> **ASSIGNMENT**: Your answer should hold only the line containing "Digitize the connectivity" and each line that follows it in the listing, copied exactly.

> **RECORDS PROVIDED**:
########################################

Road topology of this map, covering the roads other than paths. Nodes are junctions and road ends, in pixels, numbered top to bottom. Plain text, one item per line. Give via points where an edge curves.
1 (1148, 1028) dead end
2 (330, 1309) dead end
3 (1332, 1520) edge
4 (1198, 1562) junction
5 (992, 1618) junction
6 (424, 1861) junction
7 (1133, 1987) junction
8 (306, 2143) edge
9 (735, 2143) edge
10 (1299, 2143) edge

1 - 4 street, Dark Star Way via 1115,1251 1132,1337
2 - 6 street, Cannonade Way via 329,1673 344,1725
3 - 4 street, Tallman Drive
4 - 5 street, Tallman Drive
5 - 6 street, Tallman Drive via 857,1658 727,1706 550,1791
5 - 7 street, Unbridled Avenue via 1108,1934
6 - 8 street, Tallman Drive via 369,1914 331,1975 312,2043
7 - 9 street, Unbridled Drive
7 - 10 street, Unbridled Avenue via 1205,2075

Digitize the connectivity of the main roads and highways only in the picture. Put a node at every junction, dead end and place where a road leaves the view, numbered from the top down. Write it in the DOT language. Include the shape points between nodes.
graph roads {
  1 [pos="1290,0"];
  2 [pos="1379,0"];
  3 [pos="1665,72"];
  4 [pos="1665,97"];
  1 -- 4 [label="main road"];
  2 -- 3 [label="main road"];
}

########################################

> **SOLUTION TO THIS EXERCISE**:
Digitize the connectivity of the main roads and highways only in the picture. Put a node at every junction, dead end and place where a road leaves the view, numbered from the top down. Write it in the DOT language. Include the shape points between nodes.
graph roads {
  1 [pos="1290,0"];
  2 [pos="1379,0"];
  3 [pos="1665,72"];
  4 [pos="1665,97"];
  1 -- 4 [label="main road"];
  2 -- 3 [label="main road"];
}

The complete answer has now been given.